[REQUIRED WORK]
The data below should be duplicated in full, unchanged.

Segment Start: ENTRIES SHOWN

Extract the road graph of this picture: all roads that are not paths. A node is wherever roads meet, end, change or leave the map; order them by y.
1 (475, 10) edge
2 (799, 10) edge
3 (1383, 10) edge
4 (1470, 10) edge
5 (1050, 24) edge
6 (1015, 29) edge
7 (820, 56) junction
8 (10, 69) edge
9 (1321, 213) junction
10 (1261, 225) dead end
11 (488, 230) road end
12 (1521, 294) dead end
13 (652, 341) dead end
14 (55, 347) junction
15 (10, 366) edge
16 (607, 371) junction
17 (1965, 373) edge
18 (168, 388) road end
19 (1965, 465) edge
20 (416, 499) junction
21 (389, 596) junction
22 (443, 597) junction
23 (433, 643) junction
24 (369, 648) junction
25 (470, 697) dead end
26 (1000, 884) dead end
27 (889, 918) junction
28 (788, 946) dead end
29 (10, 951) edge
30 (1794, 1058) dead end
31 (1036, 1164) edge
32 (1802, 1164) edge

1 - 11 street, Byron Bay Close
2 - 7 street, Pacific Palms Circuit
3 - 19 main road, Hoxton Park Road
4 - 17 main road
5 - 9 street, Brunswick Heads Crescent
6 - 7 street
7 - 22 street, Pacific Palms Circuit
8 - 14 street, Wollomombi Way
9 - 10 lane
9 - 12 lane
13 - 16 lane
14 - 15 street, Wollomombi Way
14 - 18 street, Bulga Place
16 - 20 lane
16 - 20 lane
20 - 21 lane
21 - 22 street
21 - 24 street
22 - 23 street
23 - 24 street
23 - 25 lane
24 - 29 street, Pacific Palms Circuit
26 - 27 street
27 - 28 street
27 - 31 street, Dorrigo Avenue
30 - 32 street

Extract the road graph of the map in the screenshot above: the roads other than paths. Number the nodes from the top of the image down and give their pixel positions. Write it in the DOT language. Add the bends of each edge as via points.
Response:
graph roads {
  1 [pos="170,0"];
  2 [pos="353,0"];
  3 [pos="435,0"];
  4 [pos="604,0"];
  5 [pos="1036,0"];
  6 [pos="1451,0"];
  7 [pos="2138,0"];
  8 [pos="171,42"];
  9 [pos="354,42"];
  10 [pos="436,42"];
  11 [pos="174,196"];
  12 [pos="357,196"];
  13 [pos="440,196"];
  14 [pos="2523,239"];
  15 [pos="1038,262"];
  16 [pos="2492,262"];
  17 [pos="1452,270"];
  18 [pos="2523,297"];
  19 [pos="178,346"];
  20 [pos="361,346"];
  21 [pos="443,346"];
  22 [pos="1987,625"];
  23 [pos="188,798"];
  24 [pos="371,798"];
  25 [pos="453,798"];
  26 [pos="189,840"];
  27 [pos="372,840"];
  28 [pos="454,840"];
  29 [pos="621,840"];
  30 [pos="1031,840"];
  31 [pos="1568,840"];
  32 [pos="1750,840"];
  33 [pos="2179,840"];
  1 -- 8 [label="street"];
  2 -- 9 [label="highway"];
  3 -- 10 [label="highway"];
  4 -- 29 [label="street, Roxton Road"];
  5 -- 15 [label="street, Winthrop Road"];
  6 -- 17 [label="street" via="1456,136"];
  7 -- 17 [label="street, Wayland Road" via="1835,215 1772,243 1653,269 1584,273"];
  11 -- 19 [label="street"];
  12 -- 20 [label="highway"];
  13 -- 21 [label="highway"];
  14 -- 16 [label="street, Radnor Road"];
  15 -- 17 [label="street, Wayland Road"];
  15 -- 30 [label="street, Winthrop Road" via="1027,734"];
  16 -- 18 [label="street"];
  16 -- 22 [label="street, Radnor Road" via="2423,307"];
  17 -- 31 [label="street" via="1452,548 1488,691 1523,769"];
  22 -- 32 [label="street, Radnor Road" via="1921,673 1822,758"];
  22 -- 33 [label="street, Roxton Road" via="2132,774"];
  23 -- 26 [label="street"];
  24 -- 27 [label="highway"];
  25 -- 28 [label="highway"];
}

Segment End: ENTRIES SHOWN

[TASK SOLUTION]
Extract the road graph of this picture: all roads that are not paths. A node is wherever roads meet, end, change or leave the map; order them by y.
1 (475, 10) edge
2 (799, 10) edge
3 (1383, 10) edge
4 (1470, 10) edge
5 (1050, 24) edge
6 (1015, 29) edge
7 (820, 56) junction
8 (10, 69) edge
9 (1321, 213) junction
10 (1261, 225) dead end
11 (488, 230) road end
12 (1521, 294) dead end
13 (652, 341) dead end
14 (55, 347) junction
15 (10, 366) edge
16 (607, 371) junction
17 (1965, 373) edge
18 (168, 388) road end
19 (1965, 465) edge
20 (416, 499) junction
21 (389, 596) junction
22 (443, 597) junction
23 (433, 643) junction
24 (369, 648) junction
25 (470, 697) dead end
26 (1000, 884) dead end
27 (889, 918) junction
28 (788, 946) dead end
29 (10, 951) edge
30 (1794, 1058) dead end
31 (1036, 1164) edge
32 (1802, 1164) edge

1 - 11 street, Byron Bay Close
2 - 7 street, Pacific Palms Circuit
3 - 19 main road, Hoxton Park Road
4 - 17 main road
5 - 9 street, Brunswick Heads Crescent
6 - 7 street
7 - 22 street, Pacific Palms Circuit
8 - 14 street, Wollomombi Way
9 - 10 lane
9 - 12 lane
13 - 16 lane
14 - 15 street, Wollomombi Way
14 - 18 street, Bulga Place
16 - 20 lane
16 - 20 lane
20 - 21 lane
21 - 22 street
21 - 24 street
22 - 23 street
23 - 24 street
23 - 25 lane
24 - 29 street, Pacific Palms Circuit
26 - 27 street
27 - 28 street
27 - 31 street, Dorrigo Avenue
30 - 32 street

Extract the road graph of the map in the screenshot above: the roads other than paths. Number the nodes from the top of the image down and give their pixel positions. Write it in the DOT language. Add the bends of each edge as via points.
Response:
graph roads {
  1 [pos="170,0"];
  2 [pos="353,0"];
  3 [pos="435,0"];
  4 [pos="604,0"];
  5 [pos="1036,0"];
  6 [pos="1451,0"];
  7 [pos="2138,0"];
  8 [pos="171,42"];
  9 [pos="354,42"];
  10 [pos="436,42"];
  11 [pos="174,196"];
  12 [pos="357,196"];
  13 [pos="440,196"];
  14 [pos="2523,239"];
  15 [pos="1038,262"];
  16 [pos="2492,262"];
  17 [pos="1452,270"];
  18 [pos="2523,297"];
  19 [pos="178,346"];
  20 [pos="361,346"];
  21 [pos="443,346"];
  22 [pos="1987,625"];
  23 [pos="188,798"];
  24 [pos="371,798"];
  25 [pos="453,798"];
  26 [pos="189,840"];
  27 [pos="372,840"];
  28 [pos="454,840"];
  29 [pos="621,840"];
  30 [pos="1031,840"];
  31 [pos="1568,840"];
  32 [pos="1750,840"];
  33 [pos="2179,840"];
  1 -- 8 [label="street"];
  2 -- 9 [label="highway"];
  3 -- 10 [label="highway"];
  4 -- 29 [label="street, Roxton Road"];
  5 -- 15 [label="street, Winthrop Road"];
  6 -- 17 [label="street" via="1456,136"];
  7 -- 17 [label="street, Wayland Road" via="1835,215 1772,243 1653,269 1584,273"];
  11 -- 19 [label="street"];
  12 -- 20 [label="highway"];
  13 -- 21 [label="highway"];
  14 -- 16 [label="street, Radnor Road"];
  15 -- 17 [label="street, Wayland Road"];
  15 -- 30 [label="street, Winthrop Road" via="1027,734"];
  16 -- 18 [label="street"];
  16 -- 22 [label="street, Radnor Road" via="2423,307"];
  17 -- 31 [label="street" via="1452,548 1488,691 1523,769"];
  22 -- 32 [label="street, Radnor Road" via="1921,673 1822,758"];
  22 -- 33 [label="street, Roxton Road" via="2132,774"];
  23 -- 26 [label="street"];
  24 -- 27 [label="highway"];
  25 -- 28 [label="highway"];
}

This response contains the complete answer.